The major difference between the balance sheet and income statement reports is that the balance sheet accumulates the results of a company’s activity throughout its entire existence, while the income statement reflects the activity itself and only during the current reporting period. Reporting periods can vary - month, quarter, semester, year, depending on the local reporting regulations, but the logic is always the same: the balance sheet represents accumulated results, while income statement represents activity in the current reporting period.

The formula of the income statement is quite simple:  Revenue-Cost=Net Income. If we buy for 10 and sell for 20, the net income is 10. No need to go into explanations.

The balance sheet logic works a little bit differently: Assets = Liabilities +Stockholder’s Equity, where assets represent everything the company owns (such as cash, inventory, property) and liabilities and stockholder’s equity represent the source of the company’s resources.

To understand the balance sheet better, imagine that you have $100,000 on your bank account, and you are considering buying a fancy car.

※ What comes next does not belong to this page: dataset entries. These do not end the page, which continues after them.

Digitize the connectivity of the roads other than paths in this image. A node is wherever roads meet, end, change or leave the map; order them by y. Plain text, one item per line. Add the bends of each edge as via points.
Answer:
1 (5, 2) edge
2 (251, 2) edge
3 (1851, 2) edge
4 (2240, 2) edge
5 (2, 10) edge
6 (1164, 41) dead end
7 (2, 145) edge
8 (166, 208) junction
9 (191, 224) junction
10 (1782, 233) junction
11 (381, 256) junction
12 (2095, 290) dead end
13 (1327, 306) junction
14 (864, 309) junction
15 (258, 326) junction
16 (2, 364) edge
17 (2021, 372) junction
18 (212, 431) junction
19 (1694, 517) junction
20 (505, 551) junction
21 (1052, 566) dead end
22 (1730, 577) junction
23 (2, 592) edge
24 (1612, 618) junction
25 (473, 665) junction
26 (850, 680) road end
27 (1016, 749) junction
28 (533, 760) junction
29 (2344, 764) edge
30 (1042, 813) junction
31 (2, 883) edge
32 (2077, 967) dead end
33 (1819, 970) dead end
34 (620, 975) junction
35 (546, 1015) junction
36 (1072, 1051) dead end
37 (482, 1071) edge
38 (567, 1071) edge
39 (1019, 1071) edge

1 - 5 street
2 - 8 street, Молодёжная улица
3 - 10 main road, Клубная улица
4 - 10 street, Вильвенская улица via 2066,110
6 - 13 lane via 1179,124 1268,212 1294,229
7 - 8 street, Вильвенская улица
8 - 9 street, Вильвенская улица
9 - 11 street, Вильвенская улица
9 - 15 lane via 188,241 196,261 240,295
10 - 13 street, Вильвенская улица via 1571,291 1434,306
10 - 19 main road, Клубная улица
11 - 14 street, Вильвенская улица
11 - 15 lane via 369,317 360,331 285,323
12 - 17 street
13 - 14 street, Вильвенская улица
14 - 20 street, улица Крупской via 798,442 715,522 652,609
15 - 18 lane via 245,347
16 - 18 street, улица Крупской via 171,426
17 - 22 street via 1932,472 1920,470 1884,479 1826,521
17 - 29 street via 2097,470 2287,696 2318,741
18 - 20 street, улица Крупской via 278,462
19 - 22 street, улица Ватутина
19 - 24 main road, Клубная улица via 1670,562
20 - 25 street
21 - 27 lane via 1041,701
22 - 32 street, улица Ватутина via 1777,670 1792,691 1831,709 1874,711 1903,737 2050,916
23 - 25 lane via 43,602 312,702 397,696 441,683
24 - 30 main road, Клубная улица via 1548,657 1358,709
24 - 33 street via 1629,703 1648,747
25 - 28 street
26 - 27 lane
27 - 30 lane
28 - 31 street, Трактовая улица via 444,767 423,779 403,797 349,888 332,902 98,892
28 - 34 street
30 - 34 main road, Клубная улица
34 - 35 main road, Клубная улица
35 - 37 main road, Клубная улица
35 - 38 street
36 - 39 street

The money is your asset, because you own it. But wait a minute, where did you get that money from? If you have got it from your grandmother as a gift, then no need to worry if you already paid your taxes; this is your own property, or, in other words - stockholder’s equity. But what if you borrowed that money from a bank 3 years ago and the loan is due next week. In this case, your personal the balance sheet will reflect $100,000 in the liabilities. Perhaps buying a car would not be the wisest decision in this case. Companies use balance sheet information for decision making in a similar way. Big assets will not always be a sign of a company’s good health. However, looking at whether assets are sourced with liabilities (debts) or stockholder’s equity (own sources) will provide an accurate picture.

Now that we understand the importance of the balance sheet and income statement for companies, let us examine a simplified example showing how transactions are recorded and then collected in the financial statements. 

The Story of One Bicycle

Suppose CRONUS International Inc. has been founded in year 2015. The stockholder invested $500 into the company’s capital, which has been recklessly spent on a purchase of one bicycle.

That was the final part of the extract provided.